Pfeiffer Vacuum has received a major leak detector order from the European Organisation for Nuclear Research, better known as CERN.
Located in Geneva, on the Franco-Swiss border, CERN is the largest centre for particle physics research in the world.
Its main business is fundamental physics – finding out what the universe is made of and researching the basic constituents of matter.
The particle accelerator LHC (Large Hadron Collider) has a circumference of some 27 kilometres and collides proton or ion beams at nearly the speed of light.
The LHC is the largest vacuum installation on Earth with thousands of welds, flanges, feedthroughs and complex internal circuits.
For the accelerated particles to travel in beam lines, ultra-high vacuum (UHV) is essential.
To maintain such a very low pressure it is crucial to keep the leak rates as low as possible, hence CERN’s new order of technology from Pfeiffer Vacuum.
Andreas Schopphoff, Head of R&D Market Segment at Pfeiffer Vacuum, said, “The cooperation between CERN and Pfeiffer Vacuum is based on many years of working together in a spirit of trust.
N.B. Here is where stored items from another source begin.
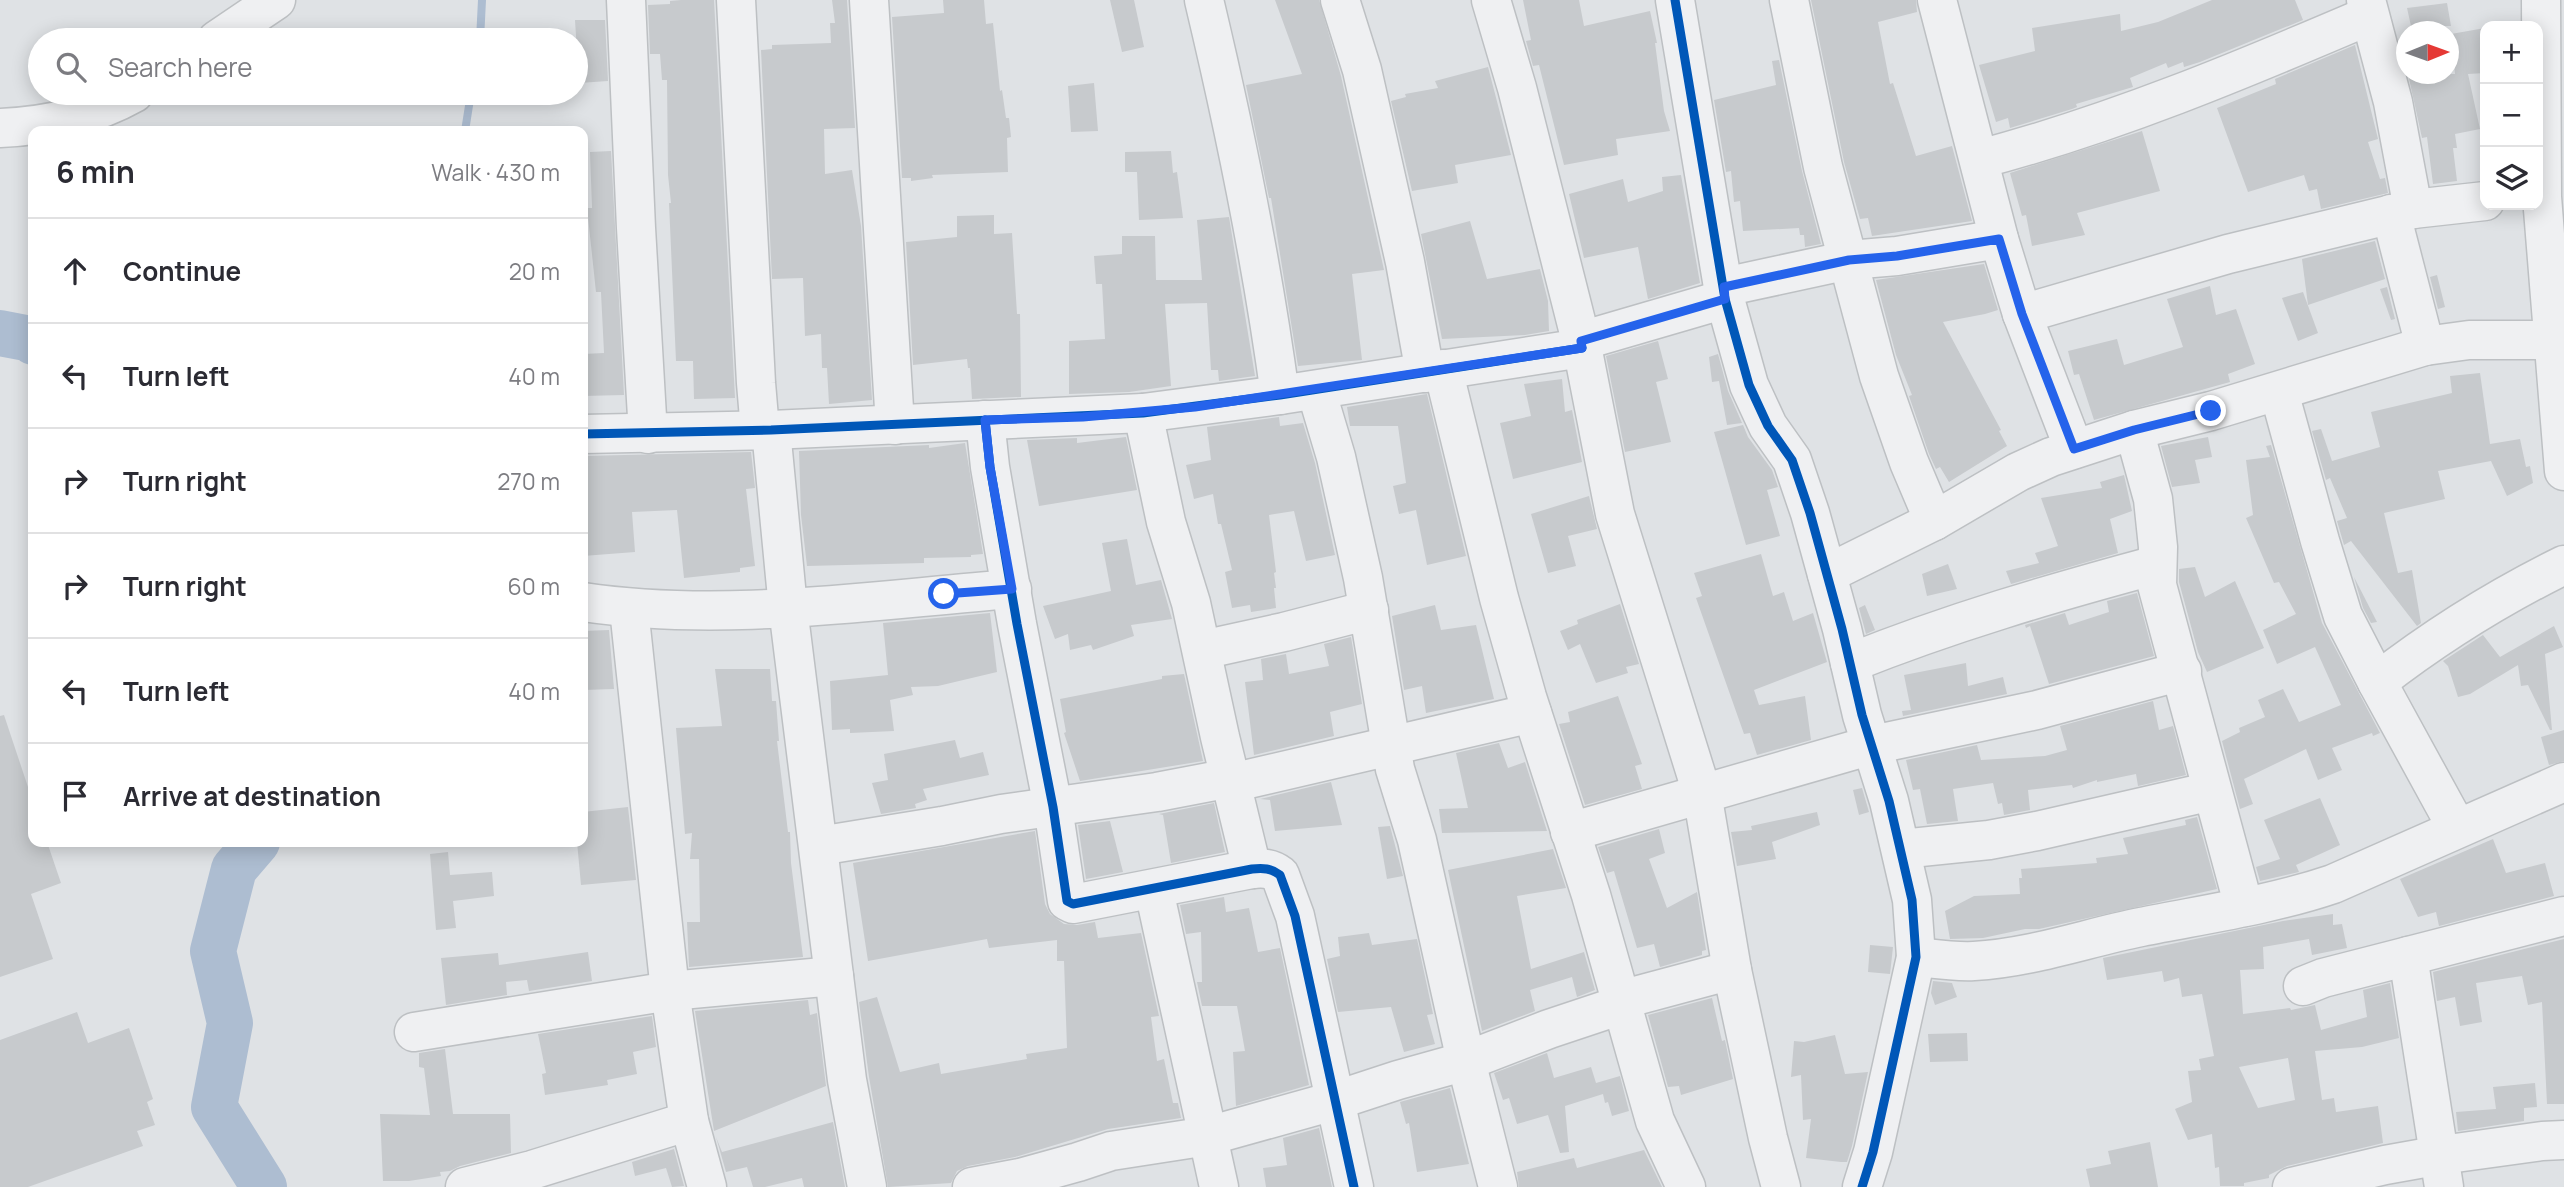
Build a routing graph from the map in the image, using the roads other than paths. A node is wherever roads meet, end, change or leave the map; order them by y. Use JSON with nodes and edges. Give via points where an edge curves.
{"nodes":[{"id":1,"x":276,"y":0,"type":"edge"},
{"id":2,"x":626,"y":0,"type":"edge"},
{"id":3,"x":736,"y":0,"type":"edge"},
{"id":4,"x":869,"y":0,"type":"edge"},
{"id":5,"x":1204,"y":0,"type":"edge"},
{"id":6,"x":1340,"y":0,"type":"edge"},
{"id":7,"x":1491,"y":0,"type":"edge"},
{"id":8,"x":1675,"y":0,"type":"edge"},
{"id":9,"x":1789,"y":0,"type":"edge"},
{"id":10,"x":1937,"y":0,"type":"edge"},
{"id":11,"x":2541,"y":0,"type":"edge"},
{"id":12,"x":2367,"y":8,"type":"edge"},
{"id":13,"x":235,"y":28,"type":"edge"},
{"id":14,"x":105,"y":105,"type":"edge"},
{"id":15,"x":35,"y":126,"type":"edge"},
{"id":16,"x":28,"y":127,"type":"edge"},
{"id":17,"x":0,"y":128,"type":"edge"},
{"id":18,"x":1980,"y":159,"type":"junction"},
{"id":19,"x":2547,"y":182,"type":"edge"},
{"id":20,"x":2480,"y":202,"type":"edge"},
{"id":21,"x":2402,"y":211,"type":"junction"},
{"id":22,"x":1999,"y":239,"type":"junction"},
{"id":23,"x":1849,"y":260,"type":"junction"},
{"id":24,"x":1724,"y":293,"type":"junction"},
{"id":25,"x":2022,"y":314,"type":"junction"},
{"id":26,"x":2552,"y":340,"type":"junction"},
{"id":27,"x":1582,"y":344,"type":"junction"},
{"id":28,"x":2425,"y":346,"type":"junction"},
{"id":29,"x":1434,"y":371,"type":"junction"},
{"id":30,"x":1298,"y":392,"type":"junction"},
{"id":31,"x":2279,"y":392,"type":"junction"},
{"id":32,"x":1143,"y":413,"type":"junction"},
{"id":33,"x":985,"y":420,"type":"junction"},
{"id":34,"x":895,"y":425,"type":"junction"},
{"id":35,"x":765,"y":430,"type":"junction"},
{"id":36,"x":2134,"y":430,"type":"junction"},
{"id":37,"x":588,"y":434,"type":"edge"},
{"id":38,"x":648,"y":434,"type":"junction"},
{"id":39,"x":2074,"y":449,"type":"junction"},
{"id":40,"x":2564,"y":468,"type":"edge"},
{"id":41,"x":1934,"y":521,"type":"junction"},
{"id":42,"x":2156,"y":565,"type":"junction"},
{"id":43,"x":2564,"y":565,"type":"edge"},
{"id":44,"x":1827,"y":574,"type":"junction"},
{"id":45,"x":1012,"y":589,"type":"junction"},
{"id":46,"x":588,"y":603,"type":"edge"},
{"id":47,"x":788,"y":608,"type":"junction"},
{"id":48,"x":629,"y":609,"type":"junction"},
{"id":49,"x":1369,"y":610,"type":"junction"},
{"id":50,"x":1202,"y":650,"type":"junction"},
{"id":51,"x":1850,"y":663,"type":"junction"},
{"id":52,"x":2182,"y":671,"type":"junction"},
{"id":53,"x":2377,"y":682,"type":"junction"},
{"id":54,"x":1532,"y":713,"type":"junction"},
{"id":55,"x":1872,"y":744,"type":"junction"},
{"id":56,"x":1390,"y":747,"type":"junction"},
{"id":57,"x":1231,"y":780,"type":"junction"},
{"id":58,"x":2564,"y":782,"type":"edge"},
{"id":59,"x":2212,"y":791,"type":"junction"},
{"id":60,"x":1702,"y":793,"type":"junction"},
{"id":61,"x":1053,"y":807,"type":"junction"},
{"id":62,"x":2457,"y":828,"type":"junction"},
{"id":63,"x":1570,"y":831,"type":"junction"},
{"id":64,"x":819,"y":846,"type":"junction"},
{"id":65,"x":1901,"y":849,"type":"junction"},
{"id":66,"x":1252,"y":869,"type":"junction"},
{"id":67,"x":1154,"y":890,"type":"junction"},
{"id":68,"x":2244,"y":907,"type":"junction"},
{"id":69,"x":2564,"y":916,"type":"edge"},
{"id":70,"x":2408,"y":956,"type":"junction"},
{"id":71,"x":1916,"y":957,"type":"junction"},
{"id":72,"x":1732,"y":970,"type":"junction"},
{"id":73,"x":834,"y":976,"type":"junction"},
{"id":74,"x":2303,"y":986,"type":"dead end"},
{"id":75,"x":670,"y":990,"type":"junction"},
{"id":76,"x":1620,"y":1002,"type":"junction"},
{"id":77,"x":414,"y":1032,"type":"dead end"},
{"id":78,"x":1466,"y":1061,"type":"junction"},
{"id":79,"x":1336,"y":1100,"type":"junction"},
{"id":80,"x":688,"y":1121,"type":"junction"},
{"id":81,"x":1208,"y":1136,"type":"junction"},
{"id":82,"x":2564,"y":1140,"type":"edge"},
{"id":83,"x":2442,"y":1171,"type":"edge"},
{"id":84,"x":1080,"y":1175,"type":"edge"},
{"id":85,"x":2305,"y":1186,"type":"edge"},
{"id":86,"x":465,"y":1187,"type":"edge"},
{"id":87,"x":707,"y":1187,"type":"edge"},
{"id":88,"x":867,"y":1187,"type":"edge"},
{"id":89,"x":972,"y":1187,"type":"edge"},
{"id":90,"x":1219,"y":1187,"type":"edge"},
{"id":91,"x":1354,"y":1187,"type":"edge"},
{"id":92,"x":1498,"y":1187,"type":"edge"},
{"id":93,"x":1686,"y":1187,"type":"edge"},
{"id":94,"x":1782,"y":1187,"type":"edge"},
{"id":95,"x":1862,"y":1187,"type":"edge"}],
"edges":[{"from":1,"to":13,"type":"street"},
{"from":2,"to":38,"type":"street"},
{"from":3,"to":35,"type":"street","via":[[754,356]]},
{"from":4,"to":34,"type":"street"},
{"from":5,"to":30,"type":"street","via":[[1241,162],[1273,341]]},
{"from":6,"to":29,"type":"street","via":[[1362,70]]},
{"from":7,"to":27,"type":"street"},
{"from":8,"to":24,"type":"street"},
{"from":9,"to":23,"type":"street"},
{"from":10,"to":18,"type":"street"},
{"from":11,"to":19,"type":"street"},
{"from":12,"to":18,"type":"street","via":[[2292,49],[2067,135]]},
{"from":12,"to":21,"type":"street","via":[[2393,102]]},
{"from":14,"to":15,"type":"street","via":[[74,118]]},
{"from":16,"to":17,"type":"street"},
{"from":18,"to":22,"type":"street"},
{"from":19,"to":26,"type":"street"},
{"from":20,"to":21,"type":"street"},
{"from":21,"to":25,"type":"street","via":[[2228,254]]},
{"from":21,"to":28,"type":"street"},
{"from":22,"to":23,"type":"street"},
{"from":22,"to":25,"type":"street"},
{"from":23,"to":24,"type":"street"},
{"from":23,"to":41,"type":"street","via":[[1879,376]]},
{"from":24,"to":27,"type":"street"},
{"from":24,"to":44,"type":"street","via":[[1749,385],[1768,426],[1792,460]]},
{"from":25,"to":39,"type":"street"},
{"from":26,"to":28,"type":"street","via":[[2469,340]]},
{"from":26,"to":40,"type":"street"},
{"from":27,"to":29,"type":"street"},
{"from":27,"to":60,"type":"street","via":[[1615,514]]},
{"from":28,"to":31,"type":"street"},
{"from":29,"to":30,"type":"street"},
{"from":29,"to":54,"type":"street"},
{"from":30,"to":32,"type":"street"},
{"from":30,"to":49,"type":"street","via":[[1336,457]]},
{"from":31,"to":36,"type":"street"},
{"from":31,"to":53,"type":"street","via":[[2343,616]]},
{"from":32,"to":33,"type":"street"},
{"from":32,"to":50,"type":"street","via":[[1166,522]]},
{"from":33,"to":34,"type":"street"},
{"from":33,"to":45,"type":"street"},
{"from":34,"to":35,"type":"street"},
{"from":35,"to":38,"type":"street"},
{"from":35,"to":47,"type":"street"},
{"from":36,"to":39,"type":"street"},
{"from":36,"to":42,"type":"street","via":[[2153,499]]},
{"from":37,"to":38,"type":"street"},
{"from":39,"to":41,"type":"street","via":[[2018,472]]},
{"from":41,"to":44,"type":"street"},
{"from":42,"to":51,"type":"street","via":[[1989,612]]},
{"from":42,"to":52,"type":"street","via":[[2157,585]]},
{"from":43,"to":53,"type":"street","via":[[2484,608]]},
{"from":44,"to":51,"type":"street"},
{"from":45,"to":47,"type":"street"},
{"from":45,"to":61,"type":"street"},
{"from":46,"to":48,"type":"street"},
{"from":47,"to":48,"type":"street"},
{"from":47,"to":64,"type":"street"},
{"from":48,"to":75,"type":"street"},
{"from":49,"to":50,"type":"street"},
{"from":49,"to":56,"type":"street"},
{"from":50,"to":57,"type":"street"},
{"from":51,"to":55,"type":"street"},
{"from":52,"to":55,"type":"street","via":[[2037,710]]},
{"from":52,"to":59,"type":"street"},
{"from":53,"to":62,"type":"street"},
{"from":54,"to":56,"type":"street"},
{"from":54,"to":63,"type":"street"},
{"from":55,"to":60,"type":"street"},
{"from":55,"to":65,"type":"street"},
{"from":56,"to":57,"type":"street"},
{"from":56,"to":78,"type":"street","via":[[1417,840]]},
{"from":57,"to":61,"type":"street"},
{"from":57,"to":66,"type":"street"},
{"from":58,"to":62,"type":"street"},
{"from":59,"to":65,"type":"street","via":[[2013,836]]},
{"from":59,"to":68,"type":"street"},
{"from":60,"to":63,"type":"street"},
{"from":60,"to":72,"type":"street"},
{"from":61,"to":64,"type":"street"},
{"from":61,"to":67,"type":"street","via":[[1067,901],[1073,904]]},
{"from":62,"to":68,"type":"street","via":[[2333,884]]},
{"from":63,"to":76,"type":"street"},
{"from":64,"to":73,"type":"street"},
{"from":65,"to":71,"type":"street","via":[[1912,900]]},
{"from":66,"to":67,"type":"street"},
{"from":66,"to":79,"type":"street","via":[[1275,870],[1285,884]]},
{"from":67,"to":81,"type":"street"},
{"from":68,"to":71,"type":"street","via":[[2022,955],[1975,961]]},
{"from":69,"to":70,"type":"street"},
{"from":70,"to":74,"type":"street"},
{"from":70,"to":83,"type":"street"},
{"from":71,"to":95,"type":"street"},
{"from":72,"to":76,"type":"street"},
{"from":72,"to":94,"type":"street"},
{"from":73,"to":75,"type":"street"},
{"from":73,"to":88,"type":"street"},
{"from":75,"to":77,"type":"street"},
{"from":75,"to":80,"type":"street"},
{"from":76,"to":78,"type":"street"},
{"from":76,"to":93,"type":"street","via":[[1655,1121]]},
{"from":78,"to":79,"type":"street"},
{"from":78,"to":92,"type":"street"},
{"from":79,"to":81,"type":"street"},
{"from":79,"to":91,"type":"street"},
{"from":80,"to":86,"type":"street"},
{"from":80,"to":87,"type":"street"},
{"from":81,"to":84,"type":"street","via":[[1111,1150]]},
{"from":81,"to":90,"type":"street"},
{"from":82,"to":83,"type":"street","via":[[2542,1141]]},
{"from":83,"to":85,"type":"street","via":[[2385,1165]]},
{"from":84,"to":89,"type":"street"}]}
“We are very proud that our advanced leak detection technology has been chosen once again for its future projects.”
The leak detector ASM 340 is an easy to operate device that can detect leaks down to < 5 x 10-13 Pa m3/s.
With a built-in backing pump of 15 m3/h small as well as big volumes can be leak tested.
The patent pending functionality makes it possible to start at 100 hPa, which can be very convenient for such a big installation like the LHC, Pfeiffer Vacuum said.